American secret service agent and leather culture activist

Harvey John "Jack" McGeorge II (September 29, 1949 – August 18, 2009) was a Marine, a Secret Service Specialist, and a munitions analyst for the U.N. Monitoring, Verification and Inspection Commission (UNMOVIC), as well as being a frequently recognized regional leader for BDSM advocacy and education.

In 2000, on the strength of his published work and demonstrated expertise, McGeorge was offered the opportunity to defend his knowledge of the weaponization of biological and chemical agents before a panel of the Academic Council of the State Research Institute for Organic Chemistry and Technology in Moscow, for which he was awarded an honorary doctorate degree.

He was a founder of Black Rose, an officer of the Leather Leadership Conference, a Director of the National Coalition for Sexual Freedom, and a Chairman of the Community-Academic Consortium for Research on Alternative Sexualities.

McGeorge died in August 2009 as a complication of open heart surgery.

== Public disclosure of BDSM activism ==
Over Thanksgiving weekend, 2002, an article in the Washington Post publicly highlighted McGeorge's leadership in the Washington, DC BDSM and leather community.

McGeorge had made no attempt to conceal his involvement in the BDSM and leather lifestyles; his full name appeared prominently on websites, and he said as much to the Post and other media. He did, however, offer his resignation to Hans Blix, hoping to preserve the credibility of his organization (the U.N. Monitoring, Verification and Inspection Commission, called UNMOVIC) before the weapons inspections in Iraq.
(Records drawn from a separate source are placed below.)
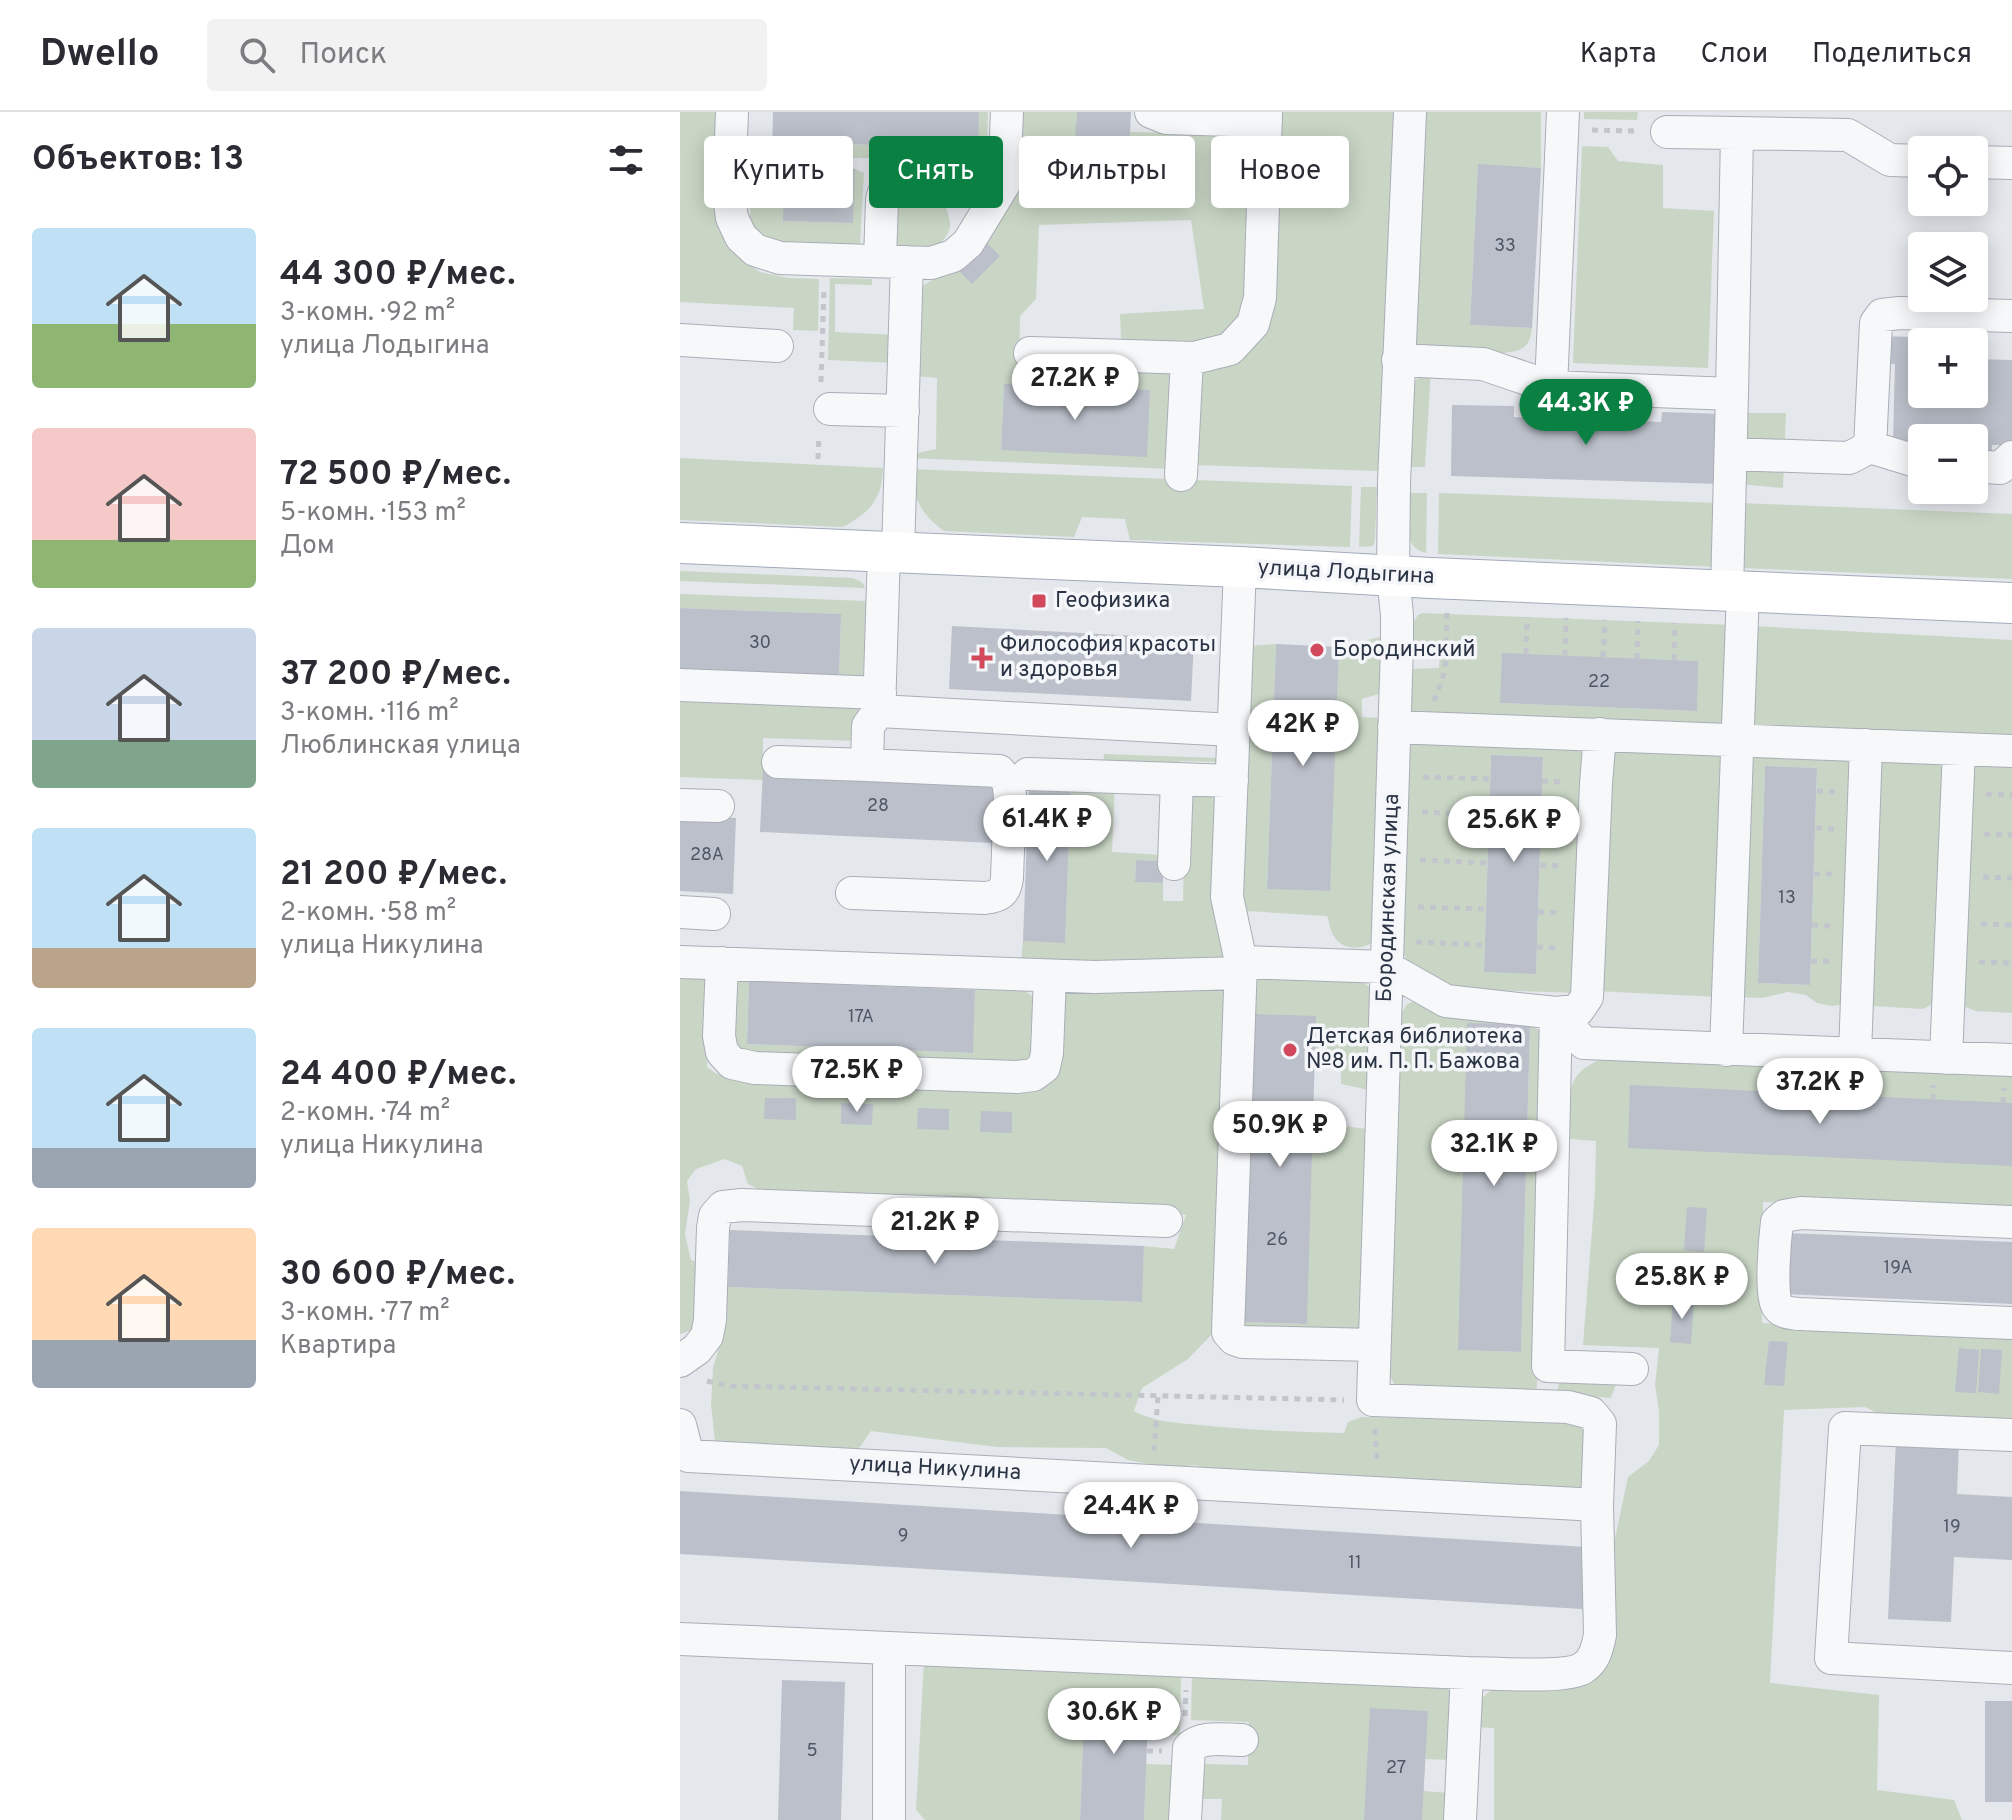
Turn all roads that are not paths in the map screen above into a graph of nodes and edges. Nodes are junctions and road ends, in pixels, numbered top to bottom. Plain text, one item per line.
1 (732, 112) edge
2 (1007, 112) edge
3 (1151, 112) edge
4 (1410, 112) edge
5 (1266, 116) edge
6 (1562, 121) edge
7 (1667, 132) road end
8 (1737, 133) junction
9 (1908, 161) edge
10 (1988, 162) edge
11 (2012, 163) edge
12 (1004, 184) junction
13 (894, 262) junction
14 (2012, 316) edge
15 (680, 340) edge
16 (777, 346) dead end
17 (1030, 353) dead end
18 (1187, 358) junction
19 (1398, 360) junction
20 (1551, 387) junction
21 (1732, 394) junction
22 (903, 411) junction
23 (823, 412) road end
24 (1870, 447) junction
25 (1731, 454) junction
26 (2012, 457) edge
27 (1908, 459) edge
28 (1988, 467) edge
29 (1181, 475) dead end
30 (680, 543) edge
31 (891, 552) junction
32 (1240, 567) junction
33 (1393, 576) junction
34 (1735, 591) junction
35 (2012, 603) edge
36 (680, 685) edge
37 (879, 702) junction
38 (1409, 727) junction
39 (1233, 730) junction
40 (1600, 734) junction
41 (1737, 740) junction
42 (1866, 745) junction
43 (1959, 749) junction
44 (2012, 751) edge
45 (778, 762) dead end
46 (867, 765) junction
47 (1028, 774) dead end
48 (1177, 779) junction
49 (1232, 781) junction
50 (680, 805) edge
51 (718, 806) dead end
52 (1174, 864) dead end
53 (852, 893) dead end
54 (680, 912) edge
55 (714, 914) dead end
56 (680, 962) edge
57 (722, 963) junction
58 (1241, 967) junction
59 (1386, 967) junction
60 (1050, 976) junction
61 (1556, 1013) junction
62 (1726, 1050) junction
63 (1855, 1055) junction
64 (1946, 1058) junction
65 (2012, 1060) edge
66 (1166, 1221) dead end
67 (2012, 1222) edge
68 (2012, 1323) edge
69 (1374, 1345) junction
70 (1548, 1366) junction
71 (1632, 1369) dead end
72 (692, 1371) edge
73 (1546, 1406) junction
74 (680, 1425) edge
75 (2012, 1435) edge
76 (1597, 1505) junction
77 (680, 1639) edge
78 (889, 1648) junction
79 (2012, 1668) edge
80 (1467, 1673) junction
81 (1242, 1740) dead end
82 (889, 1820) edge
83 (1185, 1820) edge
84 (1460, 1820) edge

1 - 13 street
2 - 12 street
3 - 5 street
4 - 19 street, Бородинская улица
5 - 18 street
6 - 20 street
7 - 8 street
8 - 9 street
8 - 21 street
10 - 11 street
12 - 13 street
12 - 13 street
13 - 22 street
14 - 24 street
15 - 16 street
17 - 18 street
18 - 29 street
19 - 20 street
19 - 33 street, Бородинская улица
20 - 21 street
21 - 25 street
22 - 23 street
22 - 31 street
24 - 25 street
24 - 27 street
25 - 34 street
26 - 28 street
30 - 31 main road, улица Лодыгина
31 - 32 main road, улица Лодыгина
31 - 37 street
32 - 33 main road, улица Лодыгина
32 - 39 street
33 - 34 main road, улица Лодыгина
33 - 38 street, Бородинская улица
34 - 35 main road, улица Лодыгина
34 - 41 street
36 - 37 street
37 - 39 street
37 - 46 street
38 - 40 street
38 - 59 street, Бородинская улица
39 - 49 street
40 - 41 street
40 - 61 street
41 - 42 street
41 - 62 street
42 - 43 street
42 - 63 street
43 - 44 street
43 - 64 street
45 - 46 street
46 - 53 street
47 - 48 street
48 - 49 street
48 - 52 street
49 - 58 street
50 - 51 street
54 - 55 street
56 - 57 street
57 - 60 street
57 - 60 street
58 - 59 street
58 - 60 street
58 - 69 street
59 - 61 street
59 - 69 street, Бородинская улица
61 - 62 street
61 - 70 street
62 - 63 street
63 - 64 street
64 - 65 street
66 - 72 street
67 - 68 street
69 - 73 street, Бородинская улица
70 - 71 street
70 - 73 street
73 - 76 street
74 - 76 street, улица Никулина
75 - 79 street
76 - 80 street
77 - 78 street
78 - 80 street
78 - 82 street
80 - 84 street
81 - 83 street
Blix refused to accept McGeorge's resignation.

Later, Hua Jiang, spokeswoman for U.N. Secretary General Kofi Annan, said that being into BDSM was no more likely to be a cross-cultural problem in the Middle East than any number of other issues.

==Recognition==
In 1998 and 2000 McGeorge received the Mid-Atlantic Regional Award as part of the Pantheon of Leather Awards; in 2000 he tied for that award with Jonathan Krall.

The Pantheon of Leather named McGeorge their Man of the Year in 2004.
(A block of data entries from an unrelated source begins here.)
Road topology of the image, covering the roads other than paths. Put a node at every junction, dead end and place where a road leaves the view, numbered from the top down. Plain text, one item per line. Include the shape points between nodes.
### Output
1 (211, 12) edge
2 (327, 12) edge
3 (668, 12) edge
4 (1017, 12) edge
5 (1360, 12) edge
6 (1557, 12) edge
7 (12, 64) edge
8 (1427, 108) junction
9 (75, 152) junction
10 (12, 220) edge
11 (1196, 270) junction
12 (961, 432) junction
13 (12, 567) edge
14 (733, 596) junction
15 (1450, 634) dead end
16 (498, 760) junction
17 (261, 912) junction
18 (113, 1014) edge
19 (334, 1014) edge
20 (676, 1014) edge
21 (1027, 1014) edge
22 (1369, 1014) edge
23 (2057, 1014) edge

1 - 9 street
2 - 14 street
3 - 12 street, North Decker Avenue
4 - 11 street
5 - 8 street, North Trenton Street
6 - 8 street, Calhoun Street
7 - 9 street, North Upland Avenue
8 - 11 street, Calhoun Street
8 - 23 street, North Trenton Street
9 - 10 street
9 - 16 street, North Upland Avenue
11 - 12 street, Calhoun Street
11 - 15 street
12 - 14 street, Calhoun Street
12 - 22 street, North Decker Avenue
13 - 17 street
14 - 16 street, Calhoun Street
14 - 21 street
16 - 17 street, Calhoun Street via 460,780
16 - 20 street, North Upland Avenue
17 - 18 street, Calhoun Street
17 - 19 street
In 2009 McGeorge posthumously received the first Master Jack McGeorge Excellence in Education Award from the Master/slave Conference.

In 2021 McGeorge was inducted into the Leather Hall of Fame.

The Leather Archives and Museum gave him their Centurion Award.

Black Rose established The Jack McGeorge Excellence in Education Award, to recognize "an individual who has consistently provided exemplary educational service to, and for, the betterment of Black Rose, its members, and the greater national community over a number of years."

The Leather Leadership Conference established the Jack McGeorge Scholarship.